Score moyen : 4.79 (Difficulté = 16)
Certes Sam Byrd en 1948 et David Duval en 2006 y ont scoré 10 mais ce trou est surtout connu pour être celui de l’albatros, et le seul dans l’histoire, réalisé Louis Oosthuizen en 2012 lors du dernier tour. Le sud-africain pointe à -7 et 2 coups du leader Peter Hanson au départ du dimanche. Ce Par5 réalisé en 2 lui permet de prendre la tête du tournoi. Il sera rejoint par Bubba Watson dans les derniers trous et le gaucher américain prendra le dessus lors du playoff.

3Flowering Peach – Par4 – 350 yards

Score Moyen : 4.08 (Difficulté = 14)
En 2003, Jeff Maggert est leader après le Moving Day avec 2 coups d’avance sur le canadien Mike Weir. Son tee shot sur le 3 tombe dans le bunker de fairway et son coup de SW pour en sortir tape la lèvre du bunker… et la balle revient droit sur lui le touchant à la poitrine ! 2 coups de pénalités et au final un triple bogey. L’américain, qui fera aussi un quintuple sur le Par3 du 12, terminera à 5 coups des leaders !

4Flowering Crabapple – Par3 – 240 yards

Score moyen : 3.28 (Difficulté = 4)
L’unique trou en un sur ce Par3 dans l’histoire du Masters est l’oeuvre de l’américain Jeff Sluman en 1992. Un coup de F4 pour couvrir les 213 yards affichés lors de ce 1er tour. Il passait alors à -4 après ses 2 birdies réussis aux 1 et 2. Il signera 65 pour la journée et, au final, terminera le tournoi à -8 (T4).

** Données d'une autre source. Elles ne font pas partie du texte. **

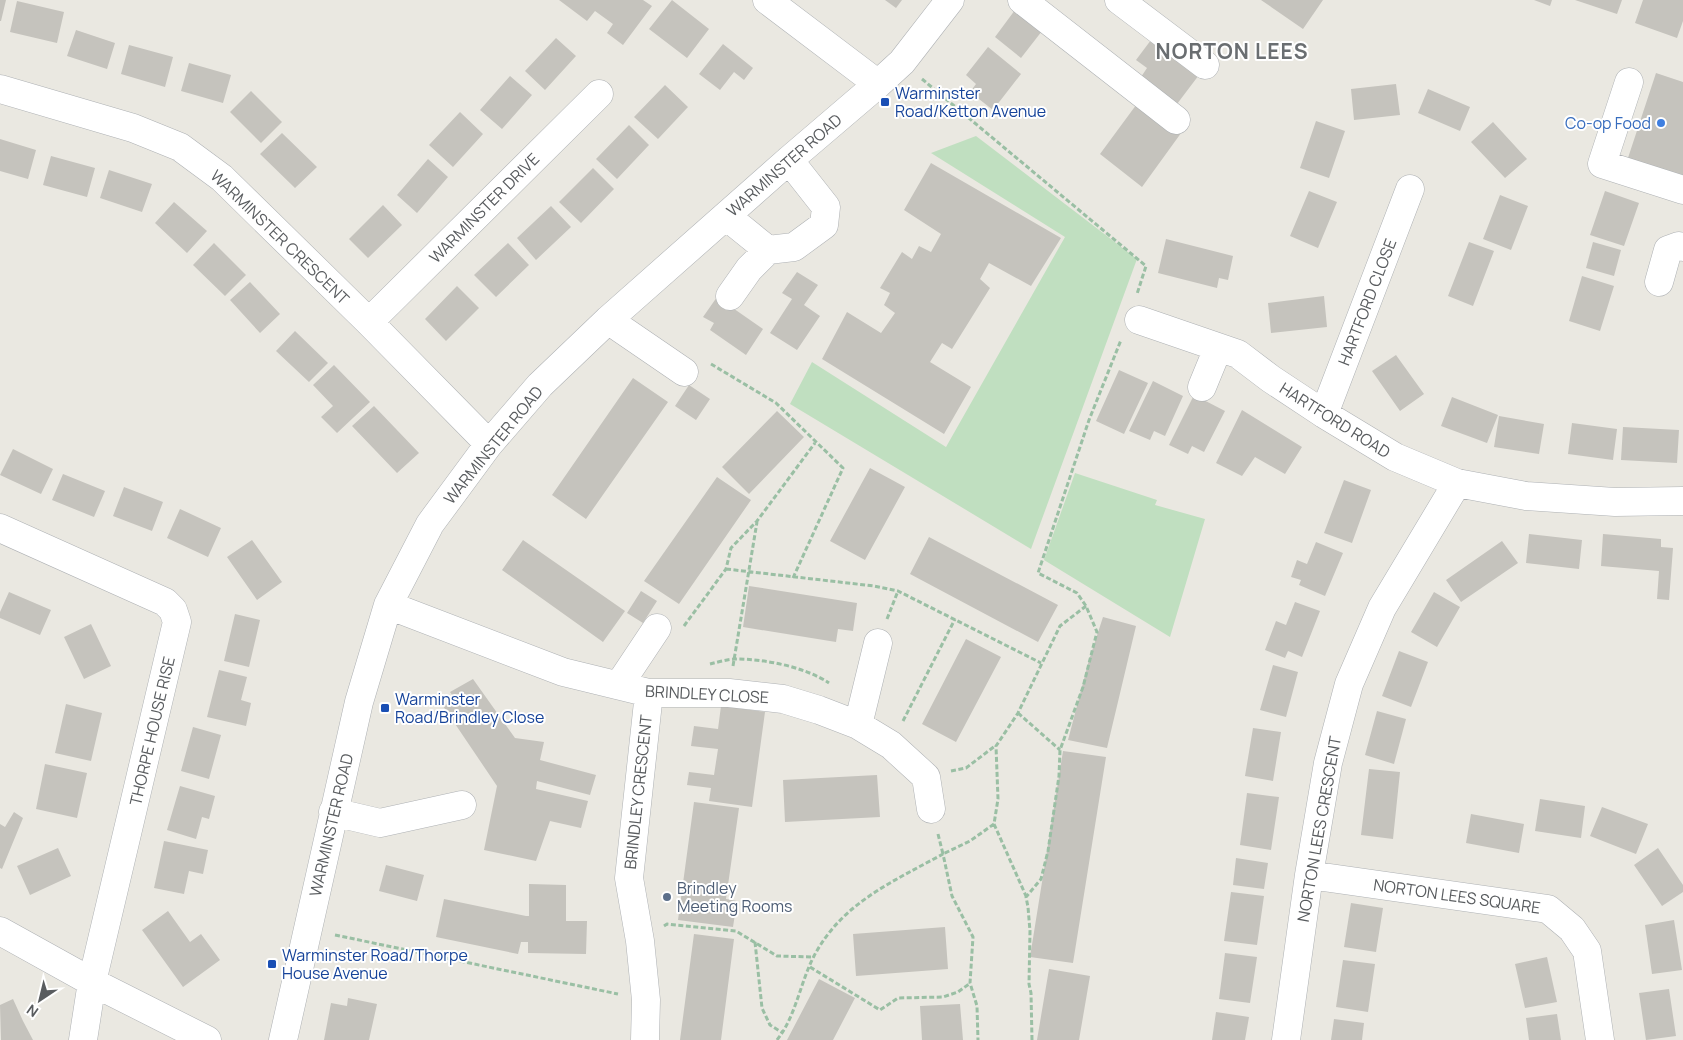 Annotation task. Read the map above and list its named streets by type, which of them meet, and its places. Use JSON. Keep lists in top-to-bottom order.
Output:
{
  "streets": {
    "street": [
      "WARMINSTER ROAD",
      "WARMINSTER DRIVE",
      "WARMINSTER CRESCENT",
      "HARTFORD CLOSE",
      "HARTFORD ROAD",
      "BRINDLEY CLOSE",
      "THORPE HOUSE RISE",
      "BRINDLEY CRESCENT",
      "NORTON LEES CRESCENT",
      "NORTON LEES SQUARE"
    ]
  },
  "crossings": [
    ["WARMINSTER ROAD", "WARMINSTER CRESCENT"],
    ["WARMINSTER ROAD", "BRINDLEY CLOSE"],
    ["WARMINSTER DRIVE", "WARMINSTER CRESCENT"],
    ["HARTFORD CLOSE", "HARTFORD ROAD"],
    ["HARTFORD ROAD", "NORTON LEES CRESCENT"],
    ["BRINDLEY CLOSE", "BRINDLEY CRESCENT"],
    ["NORTON LEES CRESCENT", "NORTON LEES SQUARE"]
  ],
  "districts": ["NORTON LEES"],
  "places": {
    "transit": ["Warminster Road/Ketton Avenue", "Warminster Road/Brindley Close", "Warminster Road/Thorpe House Avenue"],
    "other": ["Co-op Food", "Brindley Meeting Rooms"]
  },
  "north": "bottom left"
}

5Magnolia – Par4 – 455 yards

Score moyen : 4.26 (Difficulté 5)
Jack Nicklaus a pris le départ de son 37ème Masters lors de l’édition 1995. Après 4 Pars consécutifs, il lui reste encore 180 yards à parcourir après sa mise en jeu sur le 5. Un coup de F5 plus tard, Nicklaus passe -2 grâce à un eagle. 2 jours plus tard, alors qu’il est remonté à +1 au général, un coup de F7 sur ce même trou 5 en 2è coup va encore trouver le trou direct pour un nouvel eagle !

6Juniper – Par3 – 180 yards

Score moyen : 3.13 (Difficulté = 13)
José Maria Olazabal, dernier européen vainqueur du Masters, a endossé 2 fois la veste verte en 1994 et 1999. Son 1er succès aurait toutefois pu arriver plus tôt, en 1991. Cette année-là, lors du second tour, après un tee-shot trop court sur ce trou 6, il devra s’y reprendre à 4 fois pour rester sur le green. Résultat : un quadruple bogey et l’espagnol terminera à 1 coup du vainqueur Ian Woosnam.

7Pampas – Par4 – 450 yards

Score moyen : 4.15 (Difficulté = 11)
En 1972, l’américain Charles Coody est le tenant du titre. Il se présente au départ du 7 avec la satisfaction d’avoir juste réalisé un trou en un sur le trou précédent. Après une mise en jeu trop à droite et une approche qui termine dans l’un des bunkers du green, il lui faudra de manière incompréhensible 4 coups pour en sortir et marquer un score de 7 sur ce trou.

8Yellow Jasmine – Par5 – 570 yards

Score moyen : 4.83 (Difficulté = 15)
En 1967, lors du 1er tour, l’australien Bruce Devlin s’offre un albatros (le seul enregistré dans l’histoire du Masters) en tapant un bois 4 de 248 yards depuis le fairway. Il y fera “seulement” birdie les 3 tours suivants pour un total de -6 sur ce seul trou 8… Il terminera pourtant le tournoi à +2 total.

9Carolina Cherry – Par4 – 460 yards

Score moyen : 4.14 (Difficulté = 12)
Il reste environ 1,20m à Lanny Wadkins en 1991 pour le Par sur dernier trou de l’aller. La balle ne passe pas loin mais ne rentre pas et s’arrête à quelques centimètres sur la gauche. Un simple petit coup pour la pousser dans le trou suffit mais, trop de précipitation ou manque de concentration, il va manquer son putt et la balle va se retrouver à plus d’un mètre ! Il fera double bogey. 2 jours plus tard, Wadkins termine à 2 coups du vainqueur.